* Information provided *
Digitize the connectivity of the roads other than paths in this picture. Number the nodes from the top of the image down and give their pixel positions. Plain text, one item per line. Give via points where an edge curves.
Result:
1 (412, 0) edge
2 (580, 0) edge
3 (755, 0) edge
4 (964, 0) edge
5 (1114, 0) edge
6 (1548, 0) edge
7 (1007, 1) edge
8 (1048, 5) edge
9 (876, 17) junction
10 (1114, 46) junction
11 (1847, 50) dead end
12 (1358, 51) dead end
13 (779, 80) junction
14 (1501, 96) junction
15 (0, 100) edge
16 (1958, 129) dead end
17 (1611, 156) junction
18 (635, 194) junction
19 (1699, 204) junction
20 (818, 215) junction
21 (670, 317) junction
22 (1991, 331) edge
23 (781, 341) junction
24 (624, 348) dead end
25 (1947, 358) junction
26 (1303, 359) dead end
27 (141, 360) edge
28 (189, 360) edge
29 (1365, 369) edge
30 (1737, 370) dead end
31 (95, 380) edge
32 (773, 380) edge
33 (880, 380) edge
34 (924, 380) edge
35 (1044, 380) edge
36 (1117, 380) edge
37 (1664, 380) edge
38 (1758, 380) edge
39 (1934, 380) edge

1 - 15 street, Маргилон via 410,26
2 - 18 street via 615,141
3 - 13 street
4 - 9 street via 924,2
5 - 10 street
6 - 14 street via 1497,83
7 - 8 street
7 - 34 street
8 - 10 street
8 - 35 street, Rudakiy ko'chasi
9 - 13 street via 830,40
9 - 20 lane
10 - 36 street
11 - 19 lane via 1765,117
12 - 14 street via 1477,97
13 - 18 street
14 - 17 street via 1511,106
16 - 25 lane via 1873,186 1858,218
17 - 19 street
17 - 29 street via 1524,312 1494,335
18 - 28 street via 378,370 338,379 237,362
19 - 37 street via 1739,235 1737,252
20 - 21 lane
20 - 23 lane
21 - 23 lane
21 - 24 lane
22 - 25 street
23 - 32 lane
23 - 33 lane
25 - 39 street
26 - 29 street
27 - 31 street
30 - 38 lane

==

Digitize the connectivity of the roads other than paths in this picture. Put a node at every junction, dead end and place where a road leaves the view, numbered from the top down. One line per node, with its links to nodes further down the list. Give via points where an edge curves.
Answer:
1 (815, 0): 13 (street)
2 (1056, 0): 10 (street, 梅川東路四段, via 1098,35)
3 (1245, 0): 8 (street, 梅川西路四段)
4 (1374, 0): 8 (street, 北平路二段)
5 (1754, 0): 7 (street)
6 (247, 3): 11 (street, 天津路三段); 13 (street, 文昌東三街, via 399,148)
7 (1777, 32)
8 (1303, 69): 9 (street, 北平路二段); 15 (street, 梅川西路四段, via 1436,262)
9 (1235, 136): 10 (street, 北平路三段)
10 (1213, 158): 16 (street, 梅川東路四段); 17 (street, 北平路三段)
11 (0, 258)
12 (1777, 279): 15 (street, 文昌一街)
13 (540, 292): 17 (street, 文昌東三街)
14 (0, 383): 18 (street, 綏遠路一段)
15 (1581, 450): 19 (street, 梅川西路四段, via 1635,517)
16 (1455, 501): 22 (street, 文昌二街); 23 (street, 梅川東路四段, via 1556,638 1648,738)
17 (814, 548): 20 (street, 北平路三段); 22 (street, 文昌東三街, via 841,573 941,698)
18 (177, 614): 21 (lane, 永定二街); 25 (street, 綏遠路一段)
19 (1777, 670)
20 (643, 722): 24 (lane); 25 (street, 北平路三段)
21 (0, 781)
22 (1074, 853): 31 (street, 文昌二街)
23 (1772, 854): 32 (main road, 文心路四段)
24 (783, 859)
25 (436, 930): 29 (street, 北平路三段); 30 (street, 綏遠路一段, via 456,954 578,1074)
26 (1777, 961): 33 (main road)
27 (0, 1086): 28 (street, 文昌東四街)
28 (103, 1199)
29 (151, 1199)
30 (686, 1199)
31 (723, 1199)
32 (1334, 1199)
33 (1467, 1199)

==

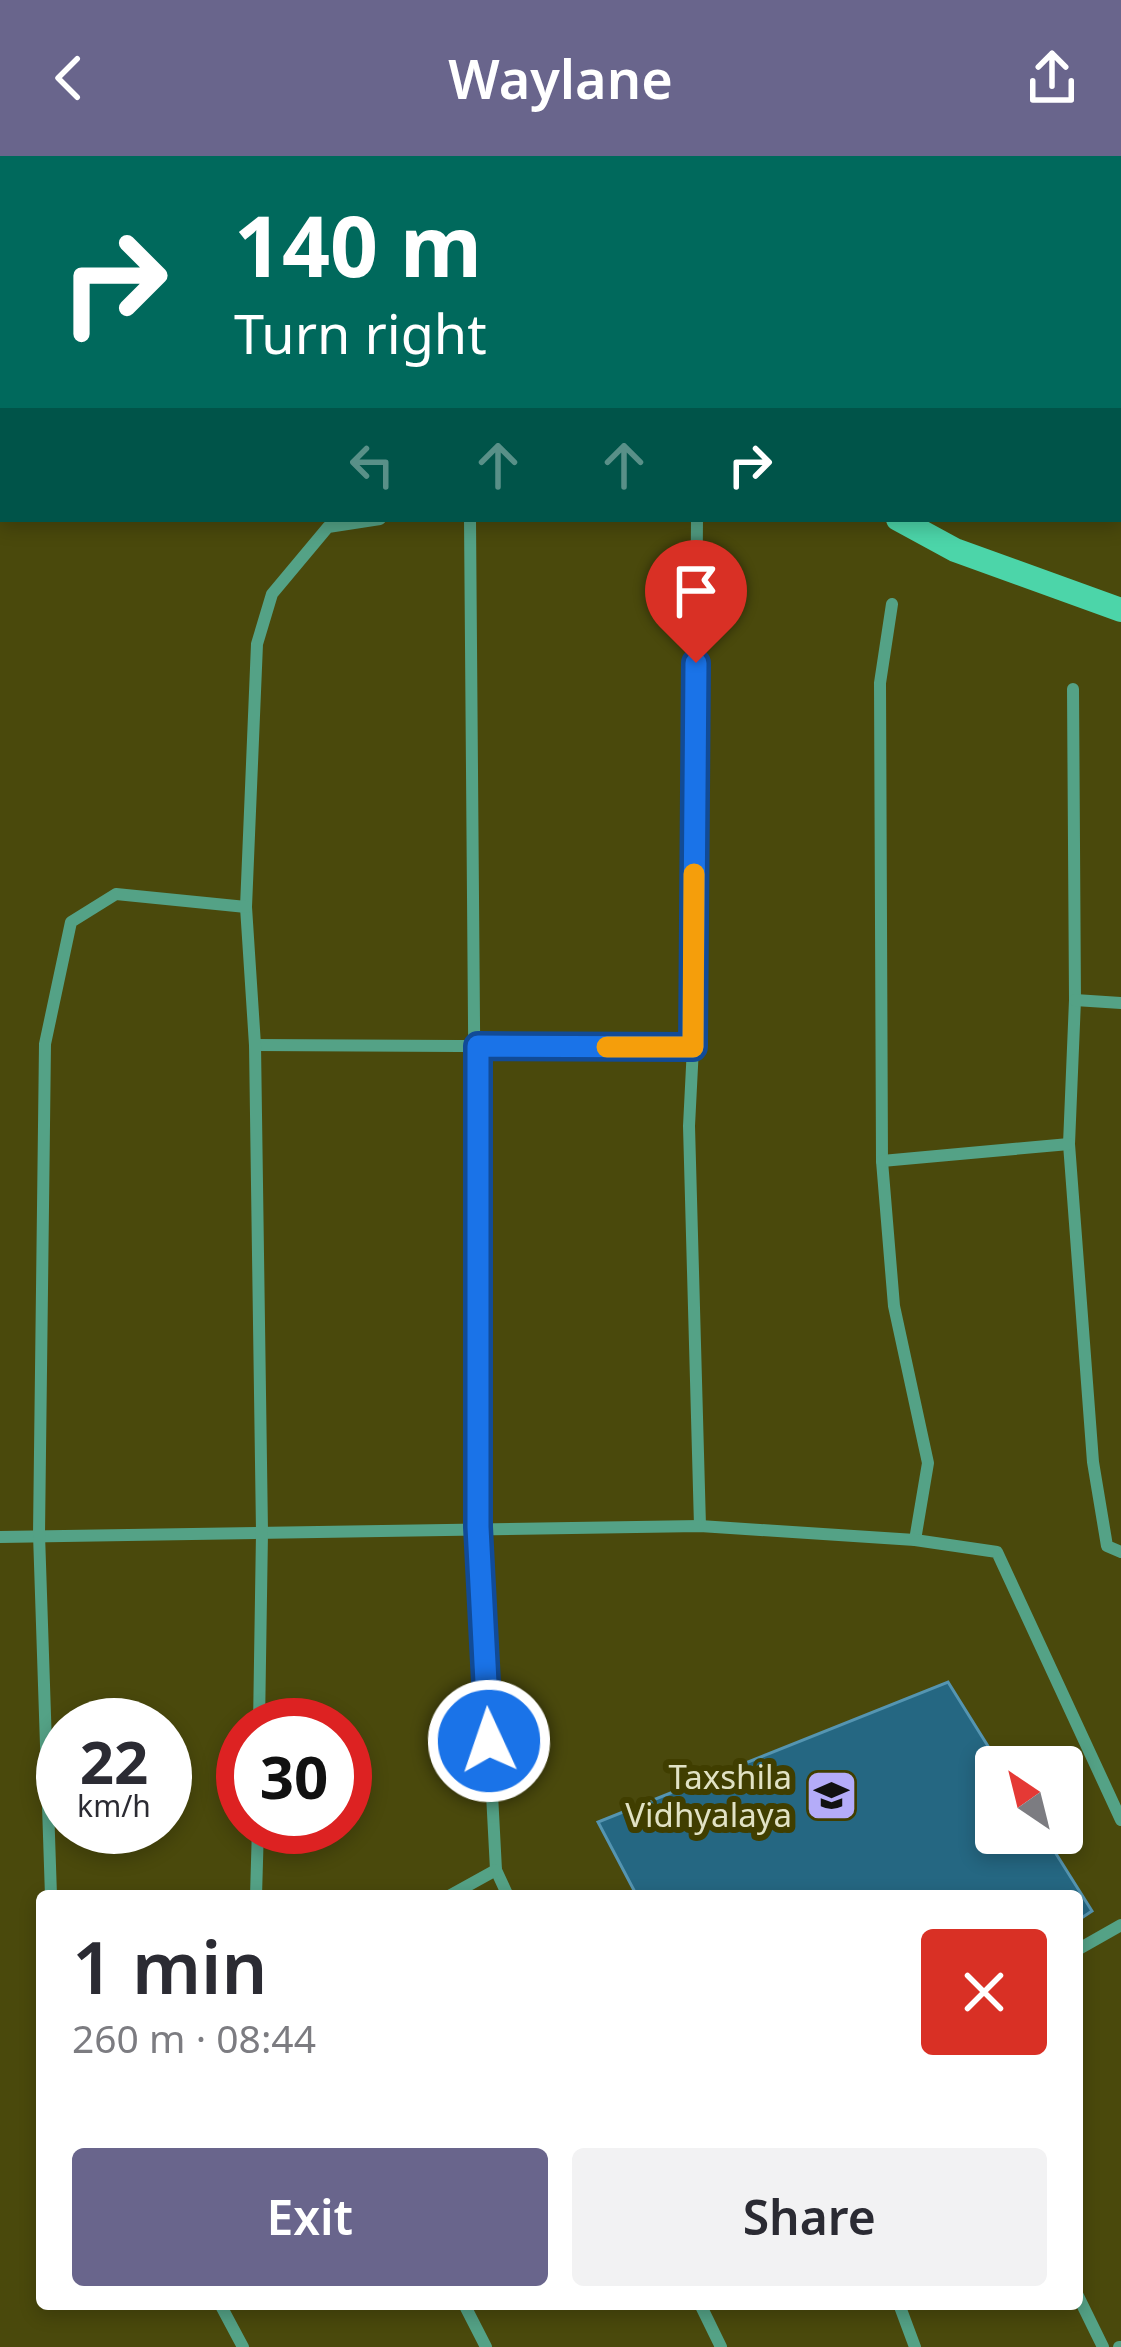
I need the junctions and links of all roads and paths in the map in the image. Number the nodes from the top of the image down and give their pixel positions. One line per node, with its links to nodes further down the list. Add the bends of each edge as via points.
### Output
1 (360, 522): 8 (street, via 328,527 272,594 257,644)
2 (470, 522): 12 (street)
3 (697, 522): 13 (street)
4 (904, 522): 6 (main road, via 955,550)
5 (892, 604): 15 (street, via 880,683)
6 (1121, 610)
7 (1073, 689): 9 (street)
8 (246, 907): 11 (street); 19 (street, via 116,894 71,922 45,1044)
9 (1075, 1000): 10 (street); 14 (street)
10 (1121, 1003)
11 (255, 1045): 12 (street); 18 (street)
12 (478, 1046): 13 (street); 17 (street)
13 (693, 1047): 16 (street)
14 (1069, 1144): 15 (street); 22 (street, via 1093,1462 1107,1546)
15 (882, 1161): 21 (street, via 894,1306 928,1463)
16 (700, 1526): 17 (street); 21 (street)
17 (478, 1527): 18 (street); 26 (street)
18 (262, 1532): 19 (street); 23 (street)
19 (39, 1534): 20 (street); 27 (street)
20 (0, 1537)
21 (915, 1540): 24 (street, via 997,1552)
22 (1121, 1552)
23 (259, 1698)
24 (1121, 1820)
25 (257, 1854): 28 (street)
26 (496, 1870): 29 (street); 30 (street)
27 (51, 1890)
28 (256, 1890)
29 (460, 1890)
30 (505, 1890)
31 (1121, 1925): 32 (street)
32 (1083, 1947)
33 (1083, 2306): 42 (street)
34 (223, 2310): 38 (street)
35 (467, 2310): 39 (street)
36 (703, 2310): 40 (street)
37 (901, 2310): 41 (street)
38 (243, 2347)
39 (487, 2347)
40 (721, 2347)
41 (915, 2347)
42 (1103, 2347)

* Exercise instructions *
From the records given above, copy all lines containing "curves".

* Response to the exercise *
Digitize the connectivity of the roads other than paths in this picture. Number the nodes from the top of the image down and give their pixel positions. Plain text, one item per line. Give via points where an edge curves.
Digitize the connectivity of the roads other than paths in this picture. Put a node at every junction, dead end and place where a road leaves the view, numbered from the top down. One line per node, with its links to nodes further down the list. Give via points where an edge curves.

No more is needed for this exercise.